Доедая свой кусок, я провёл эксперимент: ушёл из кухни, пересёк холл и вышел сквозь Арку – решил узнать, можно ли есть снаружи. За мной вышли Кошатница, Макс и Коршун.
Получилось всё так же, как со способностью брать предметы: у Арки мы ели как ни в чём не бывало (а Макс даже допил сок), но, отдаляясь от неё, быстро теряли аппетит. Шаге на пятидесятом нас постигло чувство, будто мы делаем что-то неправильное… что-то такое, чего делать нельзя. А куски торта, нами так и не дожёванные, исчезли из наших ртов.
Коршун тоже провёл опыт, уколов палец найденным у Арки гвоздём. Однако кровь не пошла. Чёрная точка – подобие ранки, возникшее от укола – сразу же затянулась. А боль, по словам Коршуна, была словно фальшивой: жалкой тенью того, что он должен был испытать.

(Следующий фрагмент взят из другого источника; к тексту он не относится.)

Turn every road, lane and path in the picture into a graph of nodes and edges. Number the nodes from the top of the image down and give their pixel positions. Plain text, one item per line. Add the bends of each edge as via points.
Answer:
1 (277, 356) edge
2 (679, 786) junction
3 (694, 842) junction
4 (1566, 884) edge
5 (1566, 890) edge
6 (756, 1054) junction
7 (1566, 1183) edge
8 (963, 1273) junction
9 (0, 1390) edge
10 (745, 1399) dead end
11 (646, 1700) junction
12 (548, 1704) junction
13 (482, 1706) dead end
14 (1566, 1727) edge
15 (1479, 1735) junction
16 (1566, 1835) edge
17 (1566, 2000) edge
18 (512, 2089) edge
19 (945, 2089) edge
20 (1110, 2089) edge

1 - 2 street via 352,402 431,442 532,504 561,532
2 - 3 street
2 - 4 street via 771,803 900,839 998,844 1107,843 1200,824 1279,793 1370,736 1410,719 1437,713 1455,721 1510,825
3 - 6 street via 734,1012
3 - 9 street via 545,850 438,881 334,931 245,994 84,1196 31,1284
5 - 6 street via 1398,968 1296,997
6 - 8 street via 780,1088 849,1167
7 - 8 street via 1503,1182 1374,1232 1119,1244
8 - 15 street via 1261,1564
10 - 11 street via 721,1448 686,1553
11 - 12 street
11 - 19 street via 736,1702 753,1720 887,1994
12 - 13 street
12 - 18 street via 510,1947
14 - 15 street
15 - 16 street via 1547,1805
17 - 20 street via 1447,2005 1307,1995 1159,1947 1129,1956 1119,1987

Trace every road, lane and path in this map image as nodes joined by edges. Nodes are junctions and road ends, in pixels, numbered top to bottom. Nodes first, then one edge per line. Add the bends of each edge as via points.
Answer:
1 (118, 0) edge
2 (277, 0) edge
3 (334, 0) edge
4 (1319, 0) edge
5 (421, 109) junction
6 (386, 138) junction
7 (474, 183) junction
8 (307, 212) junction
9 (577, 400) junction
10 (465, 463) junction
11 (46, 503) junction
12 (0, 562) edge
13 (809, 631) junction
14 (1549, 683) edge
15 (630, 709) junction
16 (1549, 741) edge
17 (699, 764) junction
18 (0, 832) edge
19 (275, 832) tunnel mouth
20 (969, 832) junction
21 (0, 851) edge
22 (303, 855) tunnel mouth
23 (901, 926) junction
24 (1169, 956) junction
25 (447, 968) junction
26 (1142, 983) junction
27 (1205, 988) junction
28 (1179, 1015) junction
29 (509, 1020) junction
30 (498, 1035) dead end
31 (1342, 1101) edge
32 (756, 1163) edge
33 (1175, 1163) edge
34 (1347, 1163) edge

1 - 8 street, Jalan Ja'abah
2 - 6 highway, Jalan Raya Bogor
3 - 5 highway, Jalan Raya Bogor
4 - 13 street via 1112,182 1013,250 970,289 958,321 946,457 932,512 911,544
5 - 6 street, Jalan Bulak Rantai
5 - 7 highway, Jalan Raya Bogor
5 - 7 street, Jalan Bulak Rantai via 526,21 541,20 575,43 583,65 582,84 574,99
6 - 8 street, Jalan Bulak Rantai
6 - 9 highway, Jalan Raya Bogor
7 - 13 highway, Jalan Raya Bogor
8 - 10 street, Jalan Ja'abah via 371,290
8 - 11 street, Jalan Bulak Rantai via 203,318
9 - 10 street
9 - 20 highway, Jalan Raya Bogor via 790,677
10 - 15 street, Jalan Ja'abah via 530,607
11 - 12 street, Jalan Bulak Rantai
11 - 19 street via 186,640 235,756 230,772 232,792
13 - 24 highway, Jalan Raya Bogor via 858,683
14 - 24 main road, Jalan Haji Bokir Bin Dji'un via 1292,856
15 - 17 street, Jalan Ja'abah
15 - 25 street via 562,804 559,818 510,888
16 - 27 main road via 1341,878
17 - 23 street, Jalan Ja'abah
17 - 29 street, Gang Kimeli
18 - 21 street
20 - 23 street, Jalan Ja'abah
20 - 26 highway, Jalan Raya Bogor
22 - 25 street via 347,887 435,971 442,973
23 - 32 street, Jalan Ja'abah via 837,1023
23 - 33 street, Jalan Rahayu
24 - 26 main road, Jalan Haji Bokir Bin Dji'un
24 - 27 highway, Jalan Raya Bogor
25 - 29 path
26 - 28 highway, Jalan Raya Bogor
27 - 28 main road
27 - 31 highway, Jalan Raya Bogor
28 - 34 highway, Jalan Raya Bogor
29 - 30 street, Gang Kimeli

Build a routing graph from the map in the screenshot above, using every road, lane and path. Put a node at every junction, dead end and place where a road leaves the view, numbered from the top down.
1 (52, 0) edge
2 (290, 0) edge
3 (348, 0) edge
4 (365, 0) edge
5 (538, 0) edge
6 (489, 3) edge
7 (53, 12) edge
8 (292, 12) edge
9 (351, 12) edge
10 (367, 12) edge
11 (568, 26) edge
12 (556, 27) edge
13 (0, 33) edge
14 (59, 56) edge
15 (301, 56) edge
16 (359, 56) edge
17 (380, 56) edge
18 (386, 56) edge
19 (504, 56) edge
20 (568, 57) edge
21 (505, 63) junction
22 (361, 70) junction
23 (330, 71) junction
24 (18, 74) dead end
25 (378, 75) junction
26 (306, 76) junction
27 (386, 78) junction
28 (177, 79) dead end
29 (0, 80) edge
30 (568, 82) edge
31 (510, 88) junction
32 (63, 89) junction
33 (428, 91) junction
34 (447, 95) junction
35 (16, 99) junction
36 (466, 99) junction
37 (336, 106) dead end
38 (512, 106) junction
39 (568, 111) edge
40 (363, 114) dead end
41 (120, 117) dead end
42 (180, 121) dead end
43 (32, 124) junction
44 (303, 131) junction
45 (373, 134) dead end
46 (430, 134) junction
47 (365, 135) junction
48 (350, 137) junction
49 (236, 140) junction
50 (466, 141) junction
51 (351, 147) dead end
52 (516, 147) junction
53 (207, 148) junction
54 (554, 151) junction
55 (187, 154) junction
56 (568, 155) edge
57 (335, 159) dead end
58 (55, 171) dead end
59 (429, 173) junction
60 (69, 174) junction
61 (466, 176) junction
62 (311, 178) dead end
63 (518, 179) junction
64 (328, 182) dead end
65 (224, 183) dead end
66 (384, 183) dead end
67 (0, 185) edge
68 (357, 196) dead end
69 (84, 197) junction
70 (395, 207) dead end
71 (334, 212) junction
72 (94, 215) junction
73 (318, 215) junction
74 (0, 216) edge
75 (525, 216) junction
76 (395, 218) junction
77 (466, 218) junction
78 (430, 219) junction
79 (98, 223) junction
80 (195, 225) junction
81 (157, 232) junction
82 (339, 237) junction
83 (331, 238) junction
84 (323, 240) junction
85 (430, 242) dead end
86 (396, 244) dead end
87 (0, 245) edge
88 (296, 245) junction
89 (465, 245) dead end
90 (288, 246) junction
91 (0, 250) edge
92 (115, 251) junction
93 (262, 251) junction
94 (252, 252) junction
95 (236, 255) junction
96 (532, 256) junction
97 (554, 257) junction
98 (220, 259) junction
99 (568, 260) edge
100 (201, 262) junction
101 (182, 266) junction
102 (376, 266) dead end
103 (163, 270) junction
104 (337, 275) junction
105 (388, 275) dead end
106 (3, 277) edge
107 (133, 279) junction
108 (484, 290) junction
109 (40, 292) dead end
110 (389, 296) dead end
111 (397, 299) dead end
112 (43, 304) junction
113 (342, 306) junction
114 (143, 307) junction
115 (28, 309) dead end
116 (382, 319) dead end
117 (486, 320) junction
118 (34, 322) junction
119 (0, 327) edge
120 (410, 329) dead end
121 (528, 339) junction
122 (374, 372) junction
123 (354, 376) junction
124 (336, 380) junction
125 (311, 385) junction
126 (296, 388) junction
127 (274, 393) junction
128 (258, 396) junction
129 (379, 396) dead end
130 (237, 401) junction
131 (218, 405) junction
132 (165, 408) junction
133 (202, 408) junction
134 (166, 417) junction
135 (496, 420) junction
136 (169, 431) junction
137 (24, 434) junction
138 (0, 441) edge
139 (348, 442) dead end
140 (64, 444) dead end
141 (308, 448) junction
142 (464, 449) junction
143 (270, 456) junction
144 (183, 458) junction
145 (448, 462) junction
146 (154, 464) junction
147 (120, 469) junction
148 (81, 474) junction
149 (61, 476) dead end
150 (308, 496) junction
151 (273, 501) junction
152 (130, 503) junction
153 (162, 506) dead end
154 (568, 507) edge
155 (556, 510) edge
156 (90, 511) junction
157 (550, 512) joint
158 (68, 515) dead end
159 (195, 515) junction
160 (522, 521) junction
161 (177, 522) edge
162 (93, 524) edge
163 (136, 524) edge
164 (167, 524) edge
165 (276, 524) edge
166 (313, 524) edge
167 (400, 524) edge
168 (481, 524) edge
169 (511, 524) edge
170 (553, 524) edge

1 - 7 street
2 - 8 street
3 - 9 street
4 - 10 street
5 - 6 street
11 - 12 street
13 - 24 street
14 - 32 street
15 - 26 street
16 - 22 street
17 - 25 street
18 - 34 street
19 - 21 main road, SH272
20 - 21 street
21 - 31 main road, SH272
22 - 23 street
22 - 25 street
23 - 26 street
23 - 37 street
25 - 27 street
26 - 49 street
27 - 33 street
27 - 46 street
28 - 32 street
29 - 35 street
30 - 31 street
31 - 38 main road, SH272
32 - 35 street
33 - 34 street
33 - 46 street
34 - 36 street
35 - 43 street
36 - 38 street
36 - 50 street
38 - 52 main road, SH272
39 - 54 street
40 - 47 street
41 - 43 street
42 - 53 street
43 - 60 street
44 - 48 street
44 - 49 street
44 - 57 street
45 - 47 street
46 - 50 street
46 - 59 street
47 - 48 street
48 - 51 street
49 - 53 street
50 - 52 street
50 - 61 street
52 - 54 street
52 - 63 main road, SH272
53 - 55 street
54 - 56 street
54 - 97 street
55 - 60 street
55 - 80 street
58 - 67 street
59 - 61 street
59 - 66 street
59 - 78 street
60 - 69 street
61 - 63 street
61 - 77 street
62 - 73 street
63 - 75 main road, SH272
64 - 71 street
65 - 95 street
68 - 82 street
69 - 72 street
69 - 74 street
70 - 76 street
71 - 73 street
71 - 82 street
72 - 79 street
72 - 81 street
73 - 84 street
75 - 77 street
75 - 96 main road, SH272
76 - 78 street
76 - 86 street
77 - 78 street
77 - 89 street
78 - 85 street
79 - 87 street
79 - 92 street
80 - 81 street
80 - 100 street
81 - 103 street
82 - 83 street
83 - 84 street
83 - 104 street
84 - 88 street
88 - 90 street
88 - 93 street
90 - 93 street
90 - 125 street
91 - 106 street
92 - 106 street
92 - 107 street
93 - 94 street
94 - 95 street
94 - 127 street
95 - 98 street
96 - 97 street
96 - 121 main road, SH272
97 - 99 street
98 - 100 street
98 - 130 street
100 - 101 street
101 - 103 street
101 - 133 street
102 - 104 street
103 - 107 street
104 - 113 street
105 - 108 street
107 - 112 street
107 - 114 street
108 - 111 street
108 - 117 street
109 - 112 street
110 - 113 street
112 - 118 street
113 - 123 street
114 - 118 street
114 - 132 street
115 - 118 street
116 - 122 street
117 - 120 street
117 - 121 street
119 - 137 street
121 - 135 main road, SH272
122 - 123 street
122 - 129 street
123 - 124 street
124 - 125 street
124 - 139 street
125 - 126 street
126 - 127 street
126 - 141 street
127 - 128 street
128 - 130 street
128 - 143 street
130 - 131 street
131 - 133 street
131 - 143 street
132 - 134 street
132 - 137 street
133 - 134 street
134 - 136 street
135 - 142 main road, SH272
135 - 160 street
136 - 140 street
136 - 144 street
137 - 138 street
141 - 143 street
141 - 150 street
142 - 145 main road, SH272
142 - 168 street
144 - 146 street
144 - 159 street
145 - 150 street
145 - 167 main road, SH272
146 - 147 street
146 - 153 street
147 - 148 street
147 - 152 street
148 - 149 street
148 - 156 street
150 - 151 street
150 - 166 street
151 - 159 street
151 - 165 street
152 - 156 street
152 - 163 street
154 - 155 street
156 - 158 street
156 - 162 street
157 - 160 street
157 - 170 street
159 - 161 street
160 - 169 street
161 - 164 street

Но когда он проделал то же самое в холле, боль была настоящей, а из пальца мглистой змейкой закурился туман. В ту минуту все мы стояли рядом: обступив Коршуна, зачарованно смотрели на сизые кольца, взмывавшие к разному для всех потолку. И за Коршуна никто из нас не боялся – мы откуда-то знали, что опасность ему не грозит; в Нигде нам можно навредить (в тот момент мы это поняли), но это место само же нас исцеляет… Фантомной иглой из незримой аптечки штопает ткань наших невидимых ран.
К слову, так оно и было: туман вскоре пропал, а палец Коршуна был целёхонек.
Потом мы по второму разу изучали антураж: Арку, кухню, холл с Часами. В недрах кухонного шкафа отыскалась лишь посуда, а в печке, куда Близняшки сунули головы – только противни с решёткой. Палыч ощупал силовую розетку; попытался понять, куда идёт кабель, но тот уходил в стену.
«Не иначе как в преисподнюю», - изрёк Палыч.
Вернувшись за стол, мы тщетно гадали, зачем нас оставили в этом мире. Нам уже было ясно, что мы не просто застряли, а нас заставили застрять: словно кто-то прижал ногой мячик, катившийся с одной ступеньки лестницы на другую. Бабуля сразу заявила, что этот «кто-то» – Господь, а на вопрос Кошатницы, зачем ему это нужно, отрезала: «Придёт время – узнаем».
Палыч мыслил не столь глобально: «А вдруг я и не умирал? – выдал он. – Может, я лежу сейчас в коме, а вы мне снитесь?»
Остальные, конечно, сочли это бредом.
Но зато нам было ясно, кто или что мы теперь есть: мы – души. Призраки. Существующие без мозга сознания. Кстати, у мозга незаслуженно солидная репутация: разум, сознание и интеллект – это всё не про мозг. Мозг всего лишь был звеном между душой и телом: узой, скреплявшей одно с другим… Во всяком случае, так я это себе представляю. И уж конечно, наши нынешние «тела» (если их можно так назвать) состоят не из клеток, а из чего-то иного, хоть и видятся нам прежними; наша одежда – не из ткани, обувь – вовсе не из кожи, а обручальное кольцо на безымянном пальце Коршуна золотое лишь с виду. Смотрясь в зеркало, мы знаем, что отражение – ложь.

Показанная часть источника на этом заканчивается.